Somebody brought this to my attention in a Mises Facebook discussion thread.

http://mises.org/books/against.pdf (page 2 has a copyright protection logo).

 

Does anybody have an explanation for this?

 

 

 

 

Easy - in the current copyright system, if an author does not assert copyright of his own material, someone else may, and once they do, the author loses all rights to reproduce things which he himself has written! So, even if you oppose copyrights, you have no choice to assert your copyright lest someone else assert it and lock you out of being able to disseminate your own damn writing!

Clayton -



I have to disagree with the instant rationalization of defense, but I can see why it's used.

Nowhere does it require for Kinsella or anyone else writing a book to explicitly write the same version over and over.  

Is it really that hard to make a neutered on purpose, copyright friendly version of a book, with an advertisement to your own private site where you can sell an unabridged, writer's version (hell, even un-spellchecked, why not?) that isn't copyrighted? 

Even if nothing official,word of mouth would prove more than sufficient in the Internet Age in rounding people up around their inboxes to inquire about the full author's version that might have to be paid for, but would directly benefit the author & wouldn't involved copyright? 

Why not try & use something called "Proof of Original Transmission" of information, than creation of an "intellectual work / property"?  

Branding doesn't require intellectual property anymore than say, people regonizing what your favorite set of clothes are, or what your  favorite foods are. 

Branding can be achieved by reputation, & reputation could replace copyright, which is an attempt to materialize abstract concepts and/or works, when the former two are abstract social ways that can achieve a form of protection non-coercively & without intellectual property, methinks. 

Yes, I'm not offering complete answers here & I might be wrong, but I'm at least using my imagination to address the problem, which is what should be done. 

Why not inject some science & history into this for once (to supplement the ideology), & admit information cannot really be created or destroyed, that all works in many ways can be derivative from others?  Even this post of mine is not really original, I'm sure there's been similar rebuttals before. 

One could easily combat a supposed pirated work by writing different versions or not writing all of the written material at once, & can utilize market processes to combat copycats.  You can do this through different mediums.  

There is always a risk of information duplication when it is transmitted, so if you want absolute protection, don't transmit it.  Releasing a critique on intellectual property & even utilizing a copyright merley out of protection is backpeddling, because even if you use a more reasonable copyright, it doesn't really set forth a good example upon exploring alternative concepts. 

Elsewhere, people like the guy who came up with Copyfree, who makes a critique on both copyright & copyleft, are sadly  little noticed.  And more libertarians wonder why, despite a good paper being written, or doing the good lecture here & there, the assumption of intellectual property period (including defensive uses) isn't questioned at all. 
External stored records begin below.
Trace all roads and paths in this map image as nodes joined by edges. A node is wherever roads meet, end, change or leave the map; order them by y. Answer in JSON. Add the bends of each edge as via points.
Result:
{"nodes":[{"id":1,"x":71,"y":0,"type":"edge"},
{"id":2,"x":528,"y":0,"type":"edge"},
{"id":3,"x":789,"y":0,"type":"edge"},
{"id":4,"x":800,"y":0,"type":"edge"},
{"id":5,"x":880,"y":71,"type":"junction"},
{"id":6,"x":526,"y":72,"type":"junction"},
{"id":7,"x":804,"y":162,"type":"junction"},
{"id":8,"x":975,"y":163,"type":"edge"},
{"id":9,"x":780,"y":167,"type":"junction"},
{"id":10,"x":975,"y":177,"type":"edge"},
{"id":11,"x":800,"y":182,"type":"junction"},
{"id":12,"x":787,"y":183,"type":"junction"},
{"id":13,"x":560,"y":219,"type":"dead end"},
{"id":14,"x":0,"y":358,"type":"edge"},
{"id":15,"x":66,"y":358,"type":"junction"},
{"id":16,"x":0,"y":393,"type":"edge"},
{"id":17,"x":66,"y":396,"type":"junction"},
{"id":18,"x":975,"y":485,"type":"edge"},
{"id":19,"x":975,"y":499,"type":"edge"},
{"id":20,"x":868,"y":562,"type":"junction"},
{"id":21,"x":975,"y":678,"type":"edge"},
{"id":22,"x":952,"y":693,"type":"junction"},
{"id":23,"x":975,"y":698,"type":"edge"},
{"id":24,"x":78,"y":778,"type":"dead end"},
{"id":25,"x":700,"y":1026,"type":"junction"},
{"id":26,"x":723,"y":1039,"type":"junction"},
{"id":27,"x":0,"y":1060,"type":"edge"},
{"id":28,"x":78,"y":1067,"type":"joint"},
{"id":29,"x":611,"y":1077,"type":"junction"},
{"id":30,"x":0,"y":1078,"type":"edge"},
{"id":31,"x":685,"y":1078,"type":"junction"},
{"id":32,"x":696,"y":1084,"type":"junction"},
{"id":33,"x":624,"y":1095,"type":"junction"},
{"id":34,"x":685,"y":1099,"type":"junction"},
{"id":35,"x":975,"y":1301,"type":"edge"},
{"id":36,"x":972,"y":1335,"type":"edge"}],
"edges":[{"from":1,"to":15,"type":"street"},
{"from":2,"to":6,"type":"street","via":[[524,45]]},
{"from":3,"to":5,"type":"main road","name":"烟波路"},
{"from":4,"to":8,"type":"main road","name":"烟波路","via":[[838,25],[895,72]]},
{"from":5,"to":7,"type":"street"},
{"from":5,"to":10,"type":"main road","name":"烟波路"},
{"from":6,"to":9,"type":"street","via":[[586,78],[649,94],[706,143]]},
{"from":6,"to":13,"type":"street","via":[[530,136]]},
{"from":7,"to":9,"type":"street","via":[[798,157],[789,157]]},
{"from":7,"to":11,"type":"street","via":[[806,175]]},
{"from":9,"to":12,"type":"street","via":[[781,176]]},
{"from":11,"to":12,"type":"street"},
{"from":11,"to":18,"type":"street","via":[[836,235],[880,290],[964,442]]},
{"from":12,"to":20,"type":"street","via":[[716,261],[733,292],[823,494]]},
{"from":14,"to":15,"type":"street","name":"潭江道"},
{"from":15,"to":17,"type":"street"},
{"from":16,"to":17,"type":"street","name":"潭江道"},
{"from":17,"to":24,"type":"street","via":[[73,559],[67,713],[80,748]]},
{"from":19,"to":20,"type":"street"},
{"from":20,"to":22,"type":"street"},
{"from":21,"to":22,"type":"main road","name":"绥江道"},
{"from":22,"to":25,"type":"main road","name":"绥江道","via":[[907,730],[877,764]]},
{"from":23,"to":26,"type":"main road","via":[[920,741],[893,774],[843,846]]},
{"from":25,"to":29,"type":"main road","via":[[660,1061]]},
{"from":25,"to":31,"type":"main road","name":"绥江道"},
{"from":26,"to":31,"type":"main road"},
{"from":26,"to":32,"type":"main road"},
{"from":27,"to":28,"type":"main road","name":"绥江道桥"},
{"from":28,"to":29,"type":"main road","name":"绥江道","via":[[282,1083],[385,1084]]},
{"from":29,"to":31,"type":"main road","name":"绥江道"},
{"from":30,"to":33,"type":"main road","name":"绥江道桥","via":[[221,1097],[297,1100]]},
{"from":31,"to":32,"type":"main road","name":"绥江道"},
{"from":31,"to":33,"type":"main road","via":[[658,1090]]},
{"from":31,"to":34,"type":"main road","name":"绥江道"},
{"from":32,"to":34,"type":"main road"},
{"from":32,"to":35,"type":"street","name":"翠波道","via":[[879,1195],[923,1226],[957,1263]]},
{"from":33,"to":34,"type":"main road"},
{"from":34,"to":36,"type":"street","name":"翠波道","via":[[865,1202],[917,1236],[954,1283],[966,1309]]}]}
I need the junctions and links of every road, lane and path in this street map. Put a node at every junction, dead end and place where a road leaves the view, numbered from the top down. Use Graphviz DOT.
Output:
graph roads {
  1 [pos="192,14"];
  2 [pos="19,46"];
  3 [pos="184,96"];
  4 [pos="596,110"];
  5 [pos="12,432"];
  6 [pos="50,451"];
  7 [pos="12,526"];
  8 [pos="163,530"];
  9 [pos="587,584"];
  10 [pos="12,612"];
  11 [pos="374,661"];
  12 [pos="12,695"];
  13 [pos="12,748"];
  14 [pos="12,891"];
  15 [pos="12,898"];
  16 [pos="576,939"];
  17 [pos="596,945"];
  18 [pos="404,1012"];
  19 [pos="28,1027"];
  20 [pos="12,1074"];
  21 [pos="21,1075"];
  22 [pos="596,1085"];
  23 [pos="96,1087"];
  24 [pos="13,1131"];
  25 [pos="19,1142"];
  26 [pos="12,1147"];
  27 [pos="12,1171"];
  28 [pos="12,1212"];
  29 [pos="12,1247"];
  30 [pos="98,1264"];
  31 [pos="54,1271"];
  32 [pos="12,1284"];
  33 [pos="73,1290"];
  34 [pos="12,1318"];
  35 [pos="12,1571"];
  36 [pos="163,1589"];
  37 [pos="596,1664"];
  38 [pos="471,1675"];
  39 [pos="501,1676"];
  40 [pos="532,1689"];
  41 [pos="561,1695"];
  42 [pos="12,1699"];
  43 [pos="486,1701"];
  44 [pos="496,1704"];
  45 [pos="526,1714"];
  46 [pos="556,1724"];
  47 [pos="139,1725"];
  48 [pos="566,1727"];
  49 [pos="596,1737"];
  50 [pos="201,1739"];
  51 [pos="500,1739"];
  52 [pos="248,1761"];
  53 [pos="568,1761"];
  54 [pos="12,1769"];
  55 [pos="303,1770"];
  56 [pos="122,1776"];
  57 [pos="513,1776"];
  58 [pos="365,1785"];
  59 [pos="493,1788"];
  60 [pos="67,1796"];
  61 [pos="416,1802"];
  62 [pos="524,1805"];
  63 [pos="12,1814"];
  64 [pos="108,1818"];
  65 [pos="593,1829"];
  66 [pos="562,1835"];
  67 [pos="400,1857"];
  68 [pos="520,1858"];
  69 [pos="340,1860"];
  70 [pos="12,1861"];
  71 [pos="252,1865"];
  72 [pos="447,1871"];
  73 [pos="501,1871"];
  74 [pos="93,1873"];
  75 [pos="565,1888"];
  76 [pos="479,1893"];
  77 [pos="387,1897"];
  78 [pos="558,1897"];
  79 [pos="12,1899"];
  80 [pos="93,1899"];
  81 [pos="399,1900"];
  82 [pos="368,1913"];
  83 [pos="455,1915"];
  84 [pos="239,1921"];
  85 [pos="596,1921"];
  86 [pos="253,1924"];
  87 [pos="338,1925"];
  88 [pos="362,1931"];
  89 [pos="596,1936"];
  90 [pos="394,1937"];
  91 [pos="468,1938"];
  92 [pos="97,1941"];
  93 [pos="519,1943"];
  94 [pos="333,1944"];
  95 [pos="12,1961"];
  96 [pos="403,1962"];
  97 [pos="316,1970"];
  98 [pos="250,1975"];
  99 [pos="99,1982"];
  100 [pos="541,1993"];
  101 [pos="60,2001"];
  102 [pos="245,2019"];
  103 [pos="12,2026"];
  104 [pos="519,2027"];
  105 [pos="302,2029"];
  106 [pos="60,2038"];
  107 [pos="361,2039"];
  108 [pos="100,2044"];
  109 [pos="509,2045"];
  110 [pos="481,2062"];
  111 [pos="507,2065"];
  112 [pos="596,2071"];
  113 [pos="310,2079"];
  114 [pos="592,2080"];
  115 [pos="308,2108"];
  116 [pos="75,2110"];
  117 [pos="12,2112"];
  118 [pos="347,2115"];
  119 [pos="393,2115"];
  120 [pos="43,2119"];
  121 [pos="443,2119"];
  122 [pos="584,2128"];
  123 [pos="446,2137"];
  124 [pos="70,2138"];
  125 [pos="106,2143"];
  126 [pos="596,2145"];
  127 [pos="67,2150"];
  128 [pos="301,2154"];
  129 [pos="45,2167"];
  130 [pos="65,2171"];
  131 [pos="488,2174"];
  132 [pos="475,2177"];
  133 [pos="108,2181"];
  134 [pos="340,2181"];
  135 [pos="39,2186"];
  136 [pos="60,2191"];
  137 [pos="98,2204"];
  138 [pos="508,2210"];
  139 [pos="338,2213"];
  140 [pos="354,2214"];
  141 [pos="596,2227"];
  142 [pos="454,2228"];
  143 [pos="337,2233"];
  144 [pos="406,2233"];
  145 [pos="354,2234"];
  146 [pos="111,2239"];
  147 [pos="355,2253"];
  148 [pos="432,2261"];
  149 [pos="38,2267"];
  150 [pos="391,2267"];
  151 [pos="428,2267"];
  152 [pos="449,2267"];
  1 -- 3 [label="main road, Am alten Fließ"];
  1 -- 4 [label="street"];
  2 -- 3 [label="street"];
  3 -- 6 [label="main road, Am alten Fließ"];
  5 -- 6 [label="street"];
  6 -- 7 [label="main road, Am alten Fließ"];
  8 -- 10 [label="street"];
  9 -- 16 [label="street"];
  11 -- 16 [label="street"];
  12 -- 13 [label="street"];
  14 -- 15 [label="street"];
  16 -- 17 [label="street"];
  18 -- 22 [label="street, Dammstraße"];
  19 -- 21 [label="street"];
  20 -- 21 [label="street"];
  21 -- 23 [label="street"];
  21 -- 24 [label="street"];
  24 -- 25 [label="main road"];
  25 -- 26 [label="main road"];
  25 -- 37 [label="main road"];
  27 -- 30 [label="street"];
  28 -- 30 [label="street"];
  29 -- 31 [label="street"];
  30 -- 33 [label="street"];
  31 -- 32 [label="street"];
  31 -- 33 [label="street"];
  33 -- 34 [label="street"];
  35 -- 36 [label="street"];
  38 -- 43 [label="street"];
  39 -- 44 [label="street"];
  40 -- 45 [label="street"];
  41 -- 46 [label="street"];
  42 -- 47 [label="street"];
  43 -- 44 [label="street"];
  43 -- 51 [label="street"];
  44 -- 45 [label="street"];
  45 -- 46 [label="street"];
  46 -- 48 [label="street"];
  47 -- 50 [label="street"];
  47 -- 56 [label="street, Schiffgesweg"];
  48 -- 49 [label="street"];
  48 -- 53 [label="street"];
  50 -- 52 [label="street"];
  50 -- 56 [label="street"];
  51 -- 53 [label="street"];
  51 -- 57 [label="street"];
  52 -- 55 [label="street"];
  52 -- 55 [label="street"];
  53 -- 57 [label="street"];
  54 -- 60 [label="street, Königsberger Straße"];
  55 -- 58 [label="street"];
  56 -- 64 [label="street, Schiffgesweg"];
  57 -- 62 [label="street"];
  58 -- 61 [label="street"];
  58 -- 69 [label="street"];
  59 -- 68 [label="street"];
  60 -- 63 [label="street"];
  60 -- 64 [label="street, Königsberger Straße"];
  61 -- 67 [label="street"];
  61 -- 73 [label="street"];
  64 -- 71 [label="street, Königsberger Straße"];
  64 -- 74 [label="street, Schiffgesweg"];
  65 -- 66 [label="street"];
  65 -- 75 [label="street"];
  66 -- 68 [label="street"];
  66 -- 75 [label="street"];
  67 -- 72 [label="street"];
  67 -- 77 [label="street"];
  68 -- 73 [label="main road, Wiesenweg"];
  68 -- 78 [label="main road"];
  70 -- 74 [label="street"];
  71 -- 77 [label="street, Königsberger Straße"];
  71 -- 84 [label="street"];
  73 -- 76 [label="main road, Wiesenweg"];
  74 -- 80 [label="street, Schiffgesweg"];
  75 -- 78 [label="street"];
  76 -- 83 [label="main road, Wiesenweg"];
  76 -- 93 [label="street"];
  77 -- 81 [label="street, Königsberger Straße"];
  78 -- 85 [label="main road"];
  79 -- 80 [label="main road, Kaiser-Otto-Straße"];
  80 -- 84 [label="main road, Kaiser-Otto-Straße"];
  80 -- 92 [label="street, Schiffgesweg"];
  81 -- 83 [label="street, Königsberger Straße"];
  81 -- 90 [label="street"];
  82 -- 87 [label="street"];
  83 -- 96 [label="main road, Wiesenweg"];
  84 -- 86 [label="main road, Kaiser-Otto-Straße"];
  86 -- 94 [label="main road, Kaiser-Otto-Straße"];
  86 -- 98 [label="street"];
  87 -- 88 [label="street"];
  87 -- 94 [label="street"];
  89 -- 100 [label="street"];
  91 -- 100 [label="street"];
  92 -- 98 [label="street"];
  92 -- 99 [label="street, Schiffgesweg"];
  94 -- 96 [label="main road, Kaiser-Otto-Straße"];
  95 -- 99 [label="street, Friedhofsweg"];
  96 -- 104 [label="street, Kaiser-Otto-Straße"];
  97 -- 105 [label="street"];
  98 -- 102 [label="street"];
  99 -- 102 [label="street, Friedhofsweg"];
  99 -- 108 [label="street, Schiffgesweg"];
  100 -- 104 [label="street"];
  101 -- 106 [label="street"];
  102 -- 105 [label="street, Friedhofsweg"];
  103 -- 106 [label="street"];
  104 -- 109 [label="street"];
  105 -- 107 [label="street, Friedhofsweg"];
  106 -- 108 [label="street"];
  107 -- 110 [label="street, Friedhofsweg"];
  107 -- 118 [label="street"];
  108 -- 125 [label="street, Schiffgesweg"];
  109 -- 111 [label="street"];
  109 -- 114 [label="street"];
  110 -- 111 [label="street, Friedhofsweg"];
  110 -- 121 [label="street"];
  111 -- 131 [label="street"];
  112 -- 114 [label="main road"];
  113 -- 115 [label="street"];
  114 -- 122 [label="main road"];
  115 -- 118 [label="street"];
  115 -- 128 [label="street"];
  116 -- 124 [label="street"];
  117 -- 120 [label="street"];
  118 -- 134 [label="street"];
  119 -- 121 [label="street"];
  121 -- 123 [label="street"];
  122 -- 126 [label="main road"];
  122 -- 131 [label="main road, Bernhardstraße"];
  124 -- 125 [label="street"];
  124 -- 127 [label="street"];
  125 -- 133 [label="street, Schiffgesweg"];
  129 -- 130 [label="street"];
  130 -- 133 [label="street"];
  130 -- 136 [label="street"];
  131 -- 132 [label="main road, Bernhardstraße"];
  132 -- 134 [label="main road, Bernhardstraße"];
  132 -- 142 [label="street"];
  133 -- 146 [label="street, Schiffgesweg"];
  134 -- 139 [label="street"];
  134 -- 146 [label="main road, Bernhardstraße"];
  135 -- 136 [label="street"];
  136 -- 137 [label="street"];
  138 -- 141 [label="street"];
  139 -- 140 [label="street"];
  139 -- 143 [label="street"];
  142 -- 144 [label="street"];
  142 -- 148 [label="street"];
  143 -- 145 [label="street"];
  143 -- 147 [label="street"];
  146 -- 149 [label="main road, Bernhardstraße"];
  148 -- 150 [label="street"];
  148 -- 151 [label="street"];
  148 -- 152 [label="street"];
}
Then again, conversely, there is a trade-off for exposure within state-society, but quite honestly, it is not that hard to do a little entrepreneurial hard work, & promote it yourself via alternative ways.  Time stamps, watermarks are great unintrustive ways to show a "marker" of work that would be copyrighted, & if the need arises, can be used to show evidence of the earliest emergence of a said work, or the point of creation, etc.

You could also just simply use online as a signifying of the work & send copies of the work upon request, & utilize markers, watermarks, or include a certificate of merit or purchase that show that you have acquired a legitimate copy of the work from the respective author. 

Yes, there is nothing to prevent others from eventually utilizing the work derivatively, and there is always a danger of someone trying to rip your stuff off, but you can easily pre-empt this by making it memetically *and/or socially known and/or obvious that  ":INSERT BOOK  / PAPER TITLE HERE" was created by ":INSERT AUTHORS NAME HERE".

I just fail to see how you can't see the disconnect between "reputations does not equal intellectual property" & "let's copyright an intellectual property critique for defensive purposes despite embracing contradiction & not utilizing alternative means via the market." 

If the use of the copyright was involuntary by the author of the work, however, I could probably understand.  IMO, choosing copyright as a defense automatically implies "this work is intellectual property that must be protected from theft". 

The subtle assumption that defensive copyright is required so that people will actually buy and not steal, or that people interested int he work will be stupid enough to not know the difference between the genuine article & a copycat, seems like the reasoning of a paternalist.

Also, lack of copyright has not prevented people from being able to sell works via the internet & profit, least of all homemade mom & pops & un-official markets, trading with others, etc. 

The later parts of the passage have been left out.